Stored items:
>>>

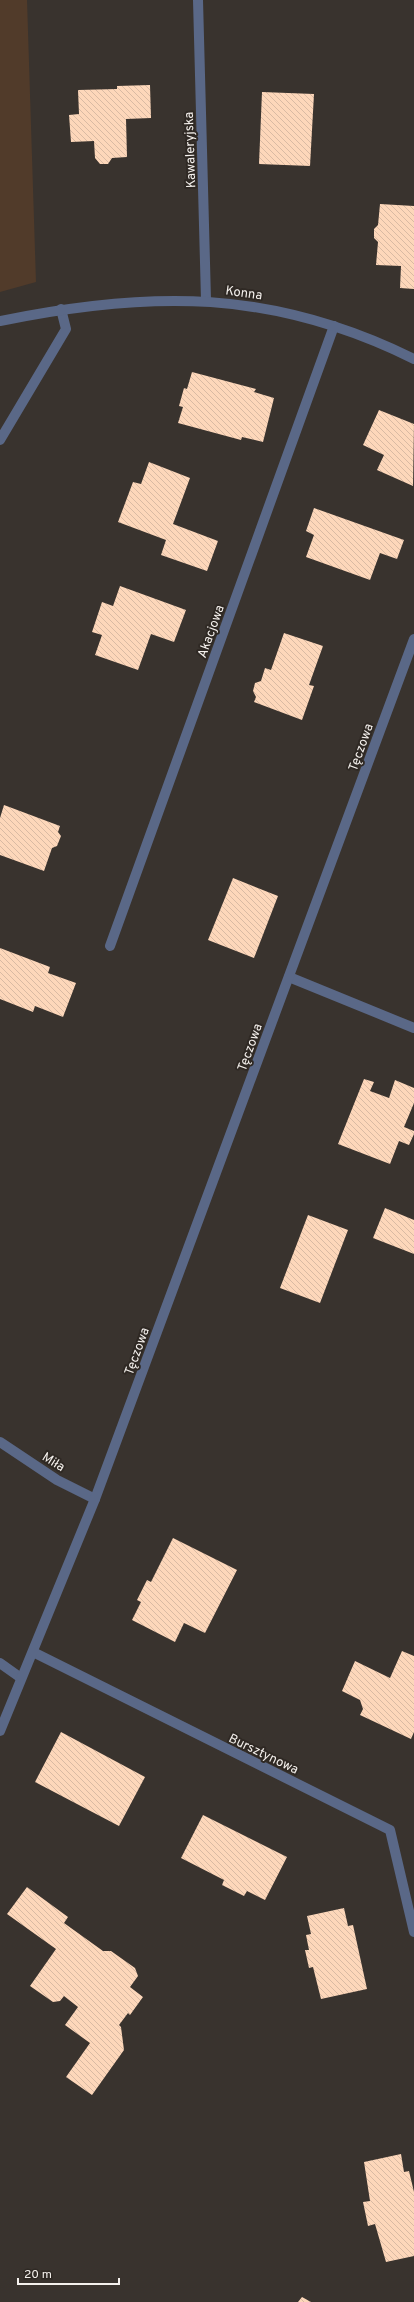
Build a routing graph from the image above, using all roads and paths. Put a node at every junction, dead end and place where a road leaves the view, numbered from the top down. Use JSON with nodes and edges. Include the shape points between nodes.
{"nodes":[{"id":1,"x":198,"y":0,"type":"edge"},
{"id":2,"x":206,"y":300,"type":"junction"},
{"id":3,"x":61,"y":309,"type":"junction"},
{"id":4,"x":0,"y":321,"type":"edge"},
{"id":5,"x":334,"y":326,"type":"junction"},
{"id":6,"x":414,"y":359,"type":"edge"},
{"id":7,"x":0,"y":440,"type":"edge"},
{"id":8,"x":414,"y":639,"type":"edge"},
{"id":9,"x":110,"y":946,"type":"dead end"},
{"id":10,"x":289,"y":977,"type":"junction"},
{"id":11,"x":414,"y":1028,"type":"edge"},
{"id":12,"x":0,"y":1442,"type":"edge"},
{"id":13,"x":95,"y":1499,"type":"junction"},
{"id":14,"x":33,"y":1652,"type":"junction"},
{"id":15,"x":0,"y":1663,"type":"edge"},
{"id":16,"x":21,"y":1678,"type":"junction"},
{"id":17,"x":0,"y":1731,"type":"edge"},
{"id":18,"x":414,"y":1932,"type":"edge"}],
"edges":[{"from":1,"to":2,"type":"street","name":"Kawaleryjska"},
{"from":2,"to":3,"type":"street","name":"Konna","via":[[154,300]]},
{"from":2,"to":5,"type":"street","name":"Konna","via":[[294,313]]},
{"from":3,"to":4,"type":"street","name":"Konna"},
{"from":3,"to":7,"type":"street","via":[[66,329]]},
{"from":5,"to":6,"type":"street","name":"Konna","via":[[387,345]]},
{"from":5,"to":9,"type":"street","name":"Akacjowa"},
{"from":8,"to":10,"type":"street","name":"Tęczowa"},
{"from":10,"to":11,"type":"street"},
{"from":10,"to":13,"type":"street","name":"Tęczowa"},
{"from":12,"to":13,"type":"street","name":"Miła","via":[[57,1480]]},
{"from":13,"to":14,"type":"street","name":"Tęczowa"},
{"from":14,"to":16,"type":"street","name":"Tęczowa"},
{"from":14,"to":18,"type":"street","name":"Bursztynowa","via":[[390,1830]]},
{"from":15,"to":16,"type":"street"},
{"from":16,"to":17,"type":"street","name":"Tęczowa"}]}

<<<

Assignment
Repeat the data word for word. Images are not part of the copy.

Response to the task
Build a routing graph from the image above, using all roads and paths. Put a node at every junction, dead end and place where a road leaves the view, numbered from the top down. Use JSON with nodes and edges. Include the shape points between nodes.
{"nodes":[{"id":1,"x":198,"y":0,"type":"edge"},
{"id":2,"x":206,"y":300,"type":"junction"},
{"id":3,"x":61,"y":309,"type":"junction"},
{"id":4,"x":0,"y":321,"type":"edge"},
{"id":5,"x":334,"y":326,"type":"junction"},
{"id":6,"x":414,"y":359,"type":"edge"},
{"id":7,"x":0,"y":440,"type":"edge"},
{"id":8,"x":414,"y":639,"type":"edge"},
{"id":9,"x":110,"y":946,"type":"dead end"},
{"id":10,"x":289,"y":977,"type":"junction"},
{"id":11,"x":414,"y":1028,"type":"edge"},
{"id":12,"x":0,"y":1442,"type":"edge"},
{"id":13,"x":95,"y":1499,"type":"junction"},
{"id":14,"x":33,"y":1652,"type":"junction"},
{"id":15,"x":0,"y":1663,"type":"edge"},
{"id":16,"x":21,"y":1678,"type":"junction"},
{"id":17,"x":0,"y":1731,"type":"edge"},
{"id":18,"x":414,"y":1932,"type":"edge"}],
"edges":[{"from":1,"to":2,"type":"street","name":"Kawaleryjska"},
{"from":2,"to":3,"type":"street","name":"Konna","via":[[154,300]]},
{"from":2,"to":5,"type":"street","name":"Konna","via":[[294,313]]},
{"from":3,"to":4,"type":"street","name":"Konna"},
{"from":3,"to":7,"type":"street","via":[[66,329]]},
{"from":5,"to":6,"type":"street","name":"Konna","via":[[387,345]]},
{"from":5,"to":9,"type":"street","name":"Akacjowa"},
{"from":8,"to":10,"type":"street","name":"Tęczowa"},
{"from":10,"to":11,"type":"street"},
{"from":10,"to":13,"type":"street","name":"Tęczowa"},
{"from":12,"to":13,"type":"street","name":"Miła","via":[[57,1480]]},
{"from":13,"to":14,"type":"street","name":"Tęczowa"},
{"from":14,"to":16,"type":"street","name":"Tęczowa"},
{"from":14,"to":18,"type":"street","name":"Bursztynowa","via":[[390,1830]]},
{"from":15,"to":16,"type":"street"},
{"from":16,"to":17,"type":"street","name":"Tęczowa"}]}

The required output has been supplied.